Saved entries
━━━
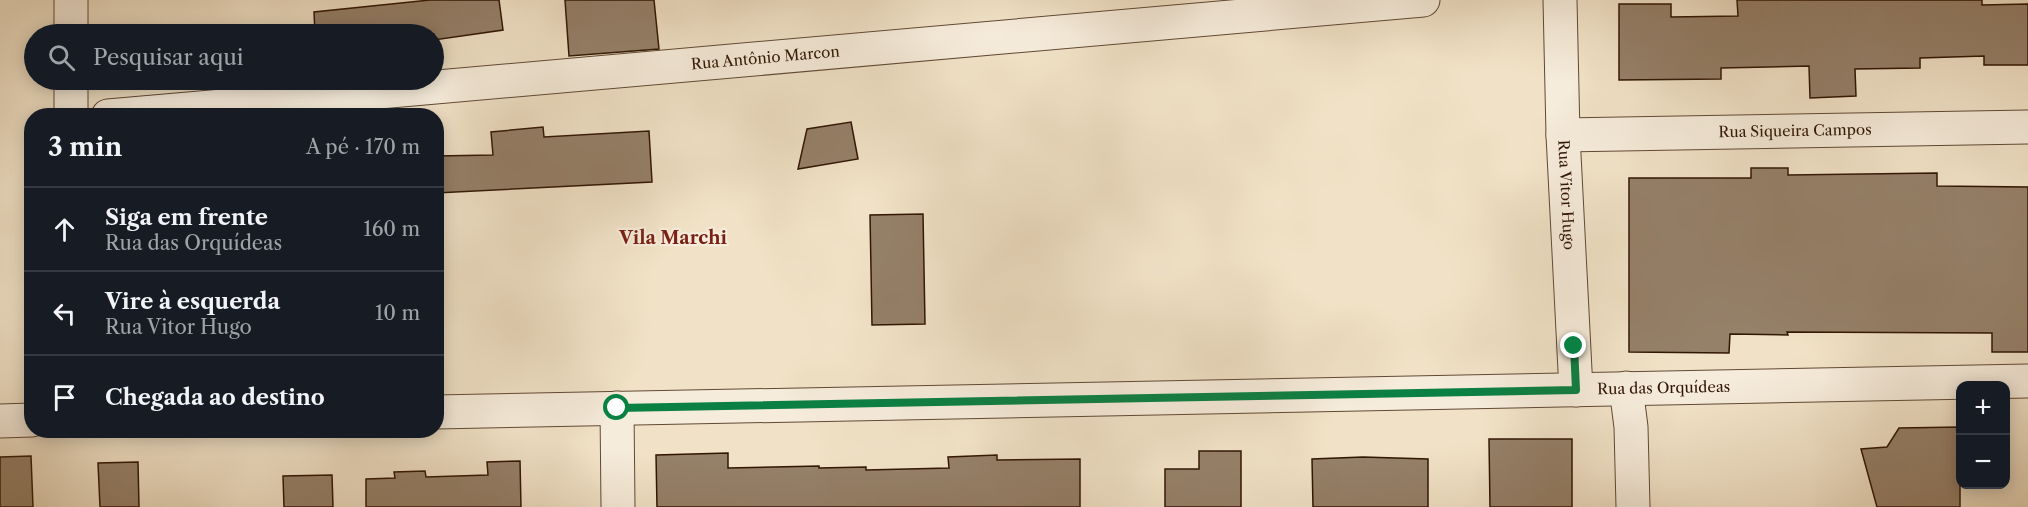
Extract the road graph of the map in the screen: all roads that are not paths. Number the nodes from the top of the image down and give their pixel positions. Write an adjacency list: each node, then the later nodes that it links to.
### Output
1 (71, 0): 4 (street)
2 (1423, 0): 5 (street, Rua Antônio Marcon)
3 (1560, 0): 11 (street, Rua Vitor Hugo)
4 (71, 24)
5 (444, 86)
6 (71, 90): 8 (street)
7 (403, 90): 9 (street, Rua Antônio Marcon)
8 (71, 108)
9 (199, 108)
10 (2028, 127): 11 (street, Rua Siqueira Campos)
11 (1563, 135): 14 (street, Rua Vitor Hugo)
12 (2028, 381): 13 (street, Rua das Orquídeas)
13 (1626, 388): 14 (street, Rua das Orquídeas); 20 (street)
14 (1576, 390): 15 (street, Rua das Orquídeas)
15 (617, 408): 16 (street, Rua das Orquídeas); 19 (street)
16 (444, 412)
17 (24, 420): 18 (street)
18 (0, 421)
19 (618, 507)
20 (1633, 507)

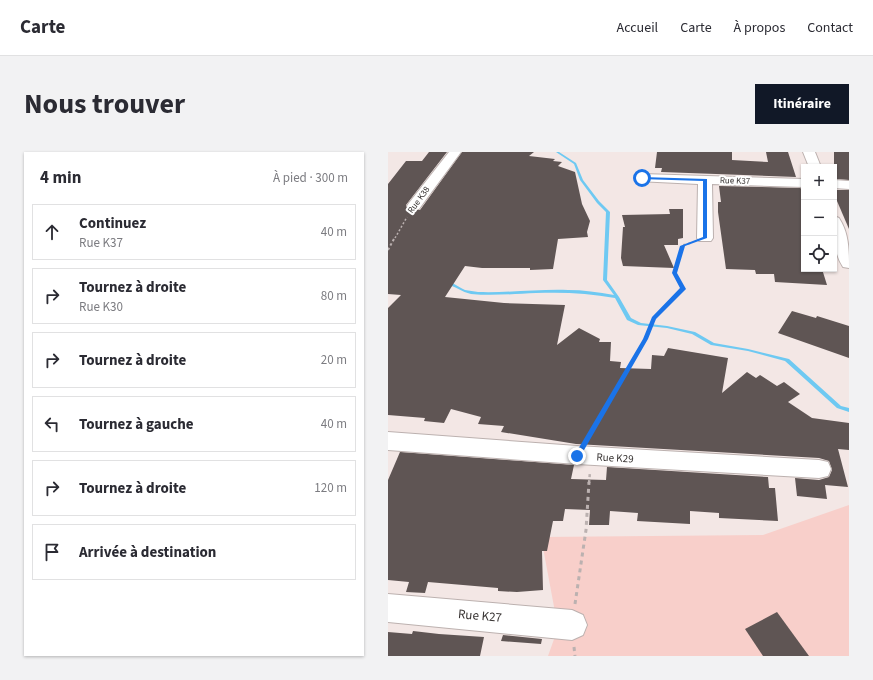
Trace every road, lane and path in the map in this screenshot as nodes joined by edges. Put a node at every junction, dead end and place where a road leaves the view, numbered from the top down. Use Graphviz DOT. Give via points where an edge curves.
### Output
graph roads {
  1 [pos="455,152"];
  2 [pos="809,152"];
  3 [pos="814,164"];
  4 [pos="642,178"];
  5 [pos="705,180"];
  6 [pos="801,183"];
  7 [pos="837,184"];
  8 [pos="849,185"];
  9 [pos="414,206"];
  10 [pos="837,229"];
  11 [pos="705,238"];
  12 [pos="388,250"];
  13 [pos="849,262"];
  14 [pos="388,441"];
  15 [pos="577,456"];
  16 [pos="819,469"];
  17 [pos="388,608"];
  18 [pos="572,625"];
  19 [pos="575,656"];
  1 -- 9 [label="street, Rue K38"];
  2 -- 3 [label="street"];
  4 -- 5 [label="street, Rue K37"];
  5 -- 6 [label="street, Rue K37"];
  5 -- 11 [label="street"];
  7 -- 8 [label="street"];
  9 -- 12 [label="path, Rue K38"];
  10 -- 13 [label="street"];
  11 -- 15 [label="path" via="683,246 675,273 683,289 654,318 646,339"];
  14 -- 15 [label="street, Rue K29" via="540,451"];
  15 -- 16 [label="street, Rue K29"];
  15 -- 18 [label="path" via="589,466 590,471 586,530"];
  17 -- 18 [label="street, Rue K27"];
  18 -- 19 [label="path"];
}
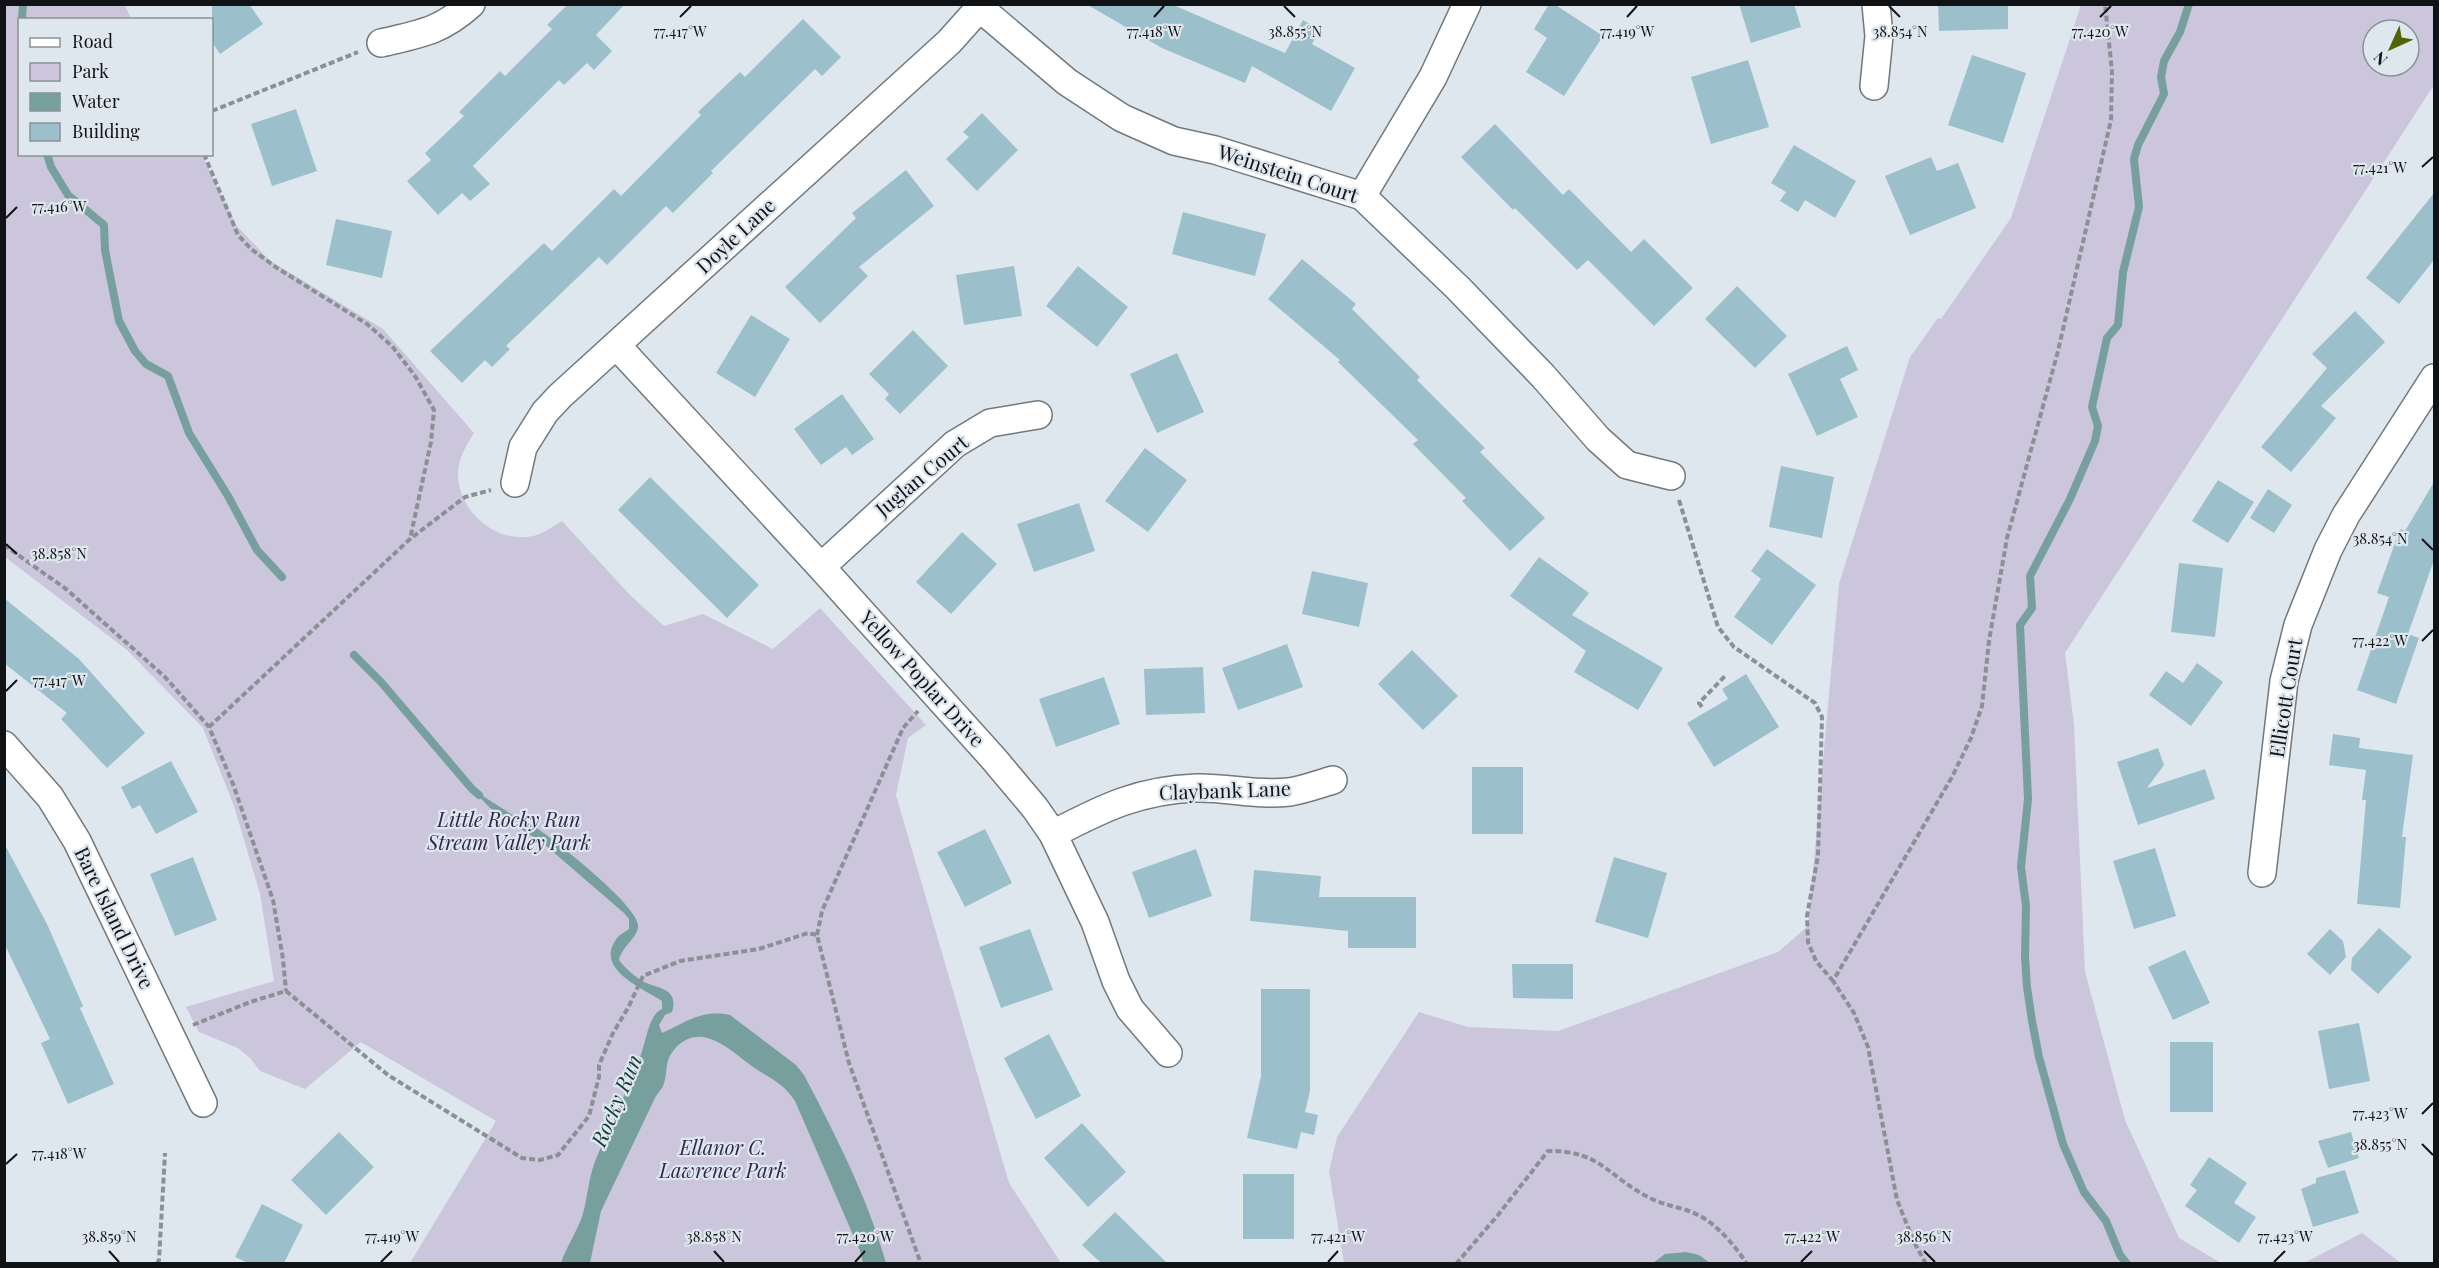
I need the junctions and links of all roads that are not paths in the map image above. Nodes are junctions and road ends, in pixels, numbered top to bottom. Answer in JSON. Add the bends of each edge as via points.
{"nodes":[{"id":1,"x":471,"y":4,"type":"edge"},
{"id":2,"x":1467,"y":4,"type":"edge"},
{"id":3,"x":1876,"y":4,"type":"edge"},
{"id":4,"x":982,"y":6,"type":"edge"},
{"id":5,"x":381,"y":43,"type":"road end"},
{"id":6,"x":1874,"y":86,"type":"dead end"},
{"id":7,"x":1362,"y":196,"type":"junction"},
{"id":8,"x":617,"y":346,"type":"junction"},
{"id":9,"x":2434,"y":378,"type":"edge"},
{"id":10,"x":1038,"y":415,"type":"dead end"},
{"id":11,"x":1671,"y":476,"type":"road end"},
{"id":12,"x":515,"y":483,"type":"road end"},
{"id":13,"x":821,"y":567,"type":"junction"},
{"id":14,"x":4,"y":745,"type":"edge"},
{"id":15,"x":1333,"y":780,"type":"dead end"},
{"id":16,"x":1053,"y":834,"type":"junction"},
{"id":17,"x":2262,"y":873,"type":"dead end"},
{"id":18,"x":1168,"y":1053,"type":"dead end"},
{"id":19,"x":203,"y":1103,"type":"dead end"}],
"edges":[{"from":1,"to":5,"type":"street","via":[[431,32]]},
{"from":2,"to":7,"type":"street","via":[[1433,77]]},
{"from":3,"to":6,"type":"street","via":[[1879,36]]},
{"from":4,"to":7,"type":"street","name":"Weinstein Court","via":[[1067,82],[1122,118],[1174,141]]},
{"from":4,"to":8,"type":"street","name":"Doyle Lane","via":[[949,42]]},
{"from":7,"to":11,"type":"street","name":"Weinstein Court","via":[[1543,376],[1598,439],[1627,465]]},
{"from":8,"to":12,"type":"street","name":"Doyle Lane","via":[[545,412],[523,447]]},
{"from":8,"to":13,"type":"street","name":"Yellow Poplar Drive"},
{"from":9,"to":17,"type":"street","name":"Ellicott Court","via":[[2346,515],[2298,625],[2284,681]]},
{"from":10,"to":13,"type":"street","name":"Juglan Court","via":[[990,423],[955,444]]},
{"from":13,"to":16,"type":"street","name":"Yellow Poplar Drive","via":[[1000,766]]},
{"from":14,"to":19,"type":"street","name":"Bare Island Drive","via":[[50,798],[77,841]]},
{"from":15,"to":16,"type":"street","name":"Claybank Lane","via":[[1289,792],[1197,788],[1148,794],[1108,805]]},
{"from":16,"to":18,"type":"street","name":"Yellow Poplar Drive","via":[[1095,922],[1130,1010]]}]}
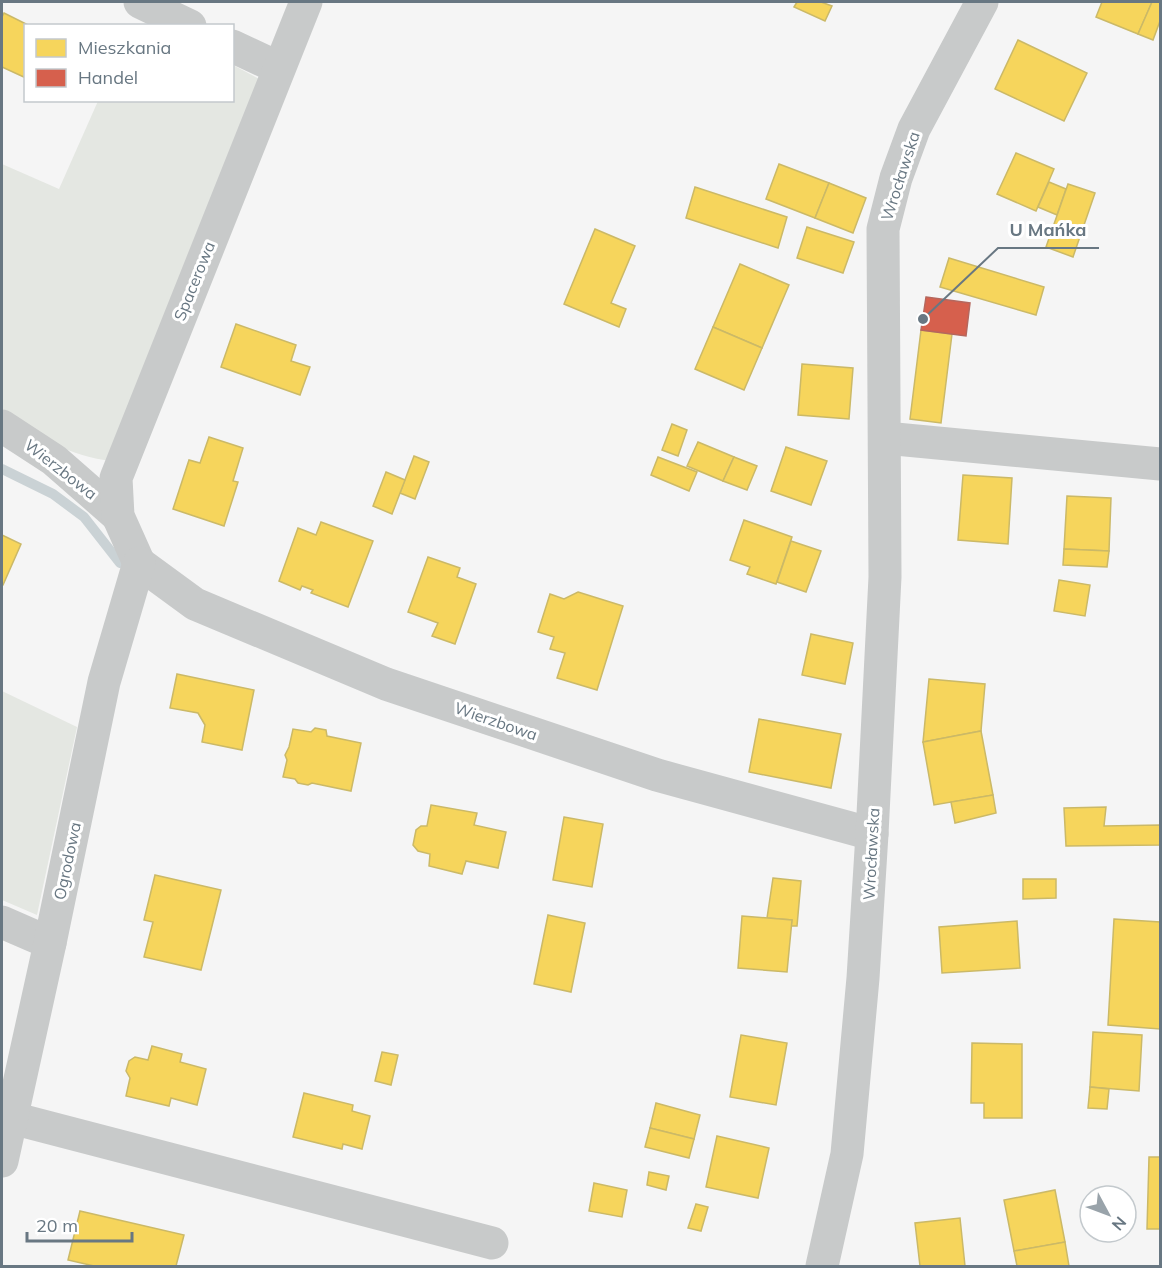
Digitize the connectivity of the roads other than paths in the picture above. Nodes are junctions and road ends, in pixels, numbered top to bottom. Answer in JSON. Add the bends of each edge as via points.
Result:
━━━
Requirement: Begin with the line that contains "Digitize the connectivity" and print each line exactly until the data ends, including the last line.

Finished task:
Digitize the connectivity of the roads other than paths in the picture above. Nodes are junctions and road ends, in pixels, numbered top to bottom. Answer in JSON. Add the bends of each edge as via points.
Result:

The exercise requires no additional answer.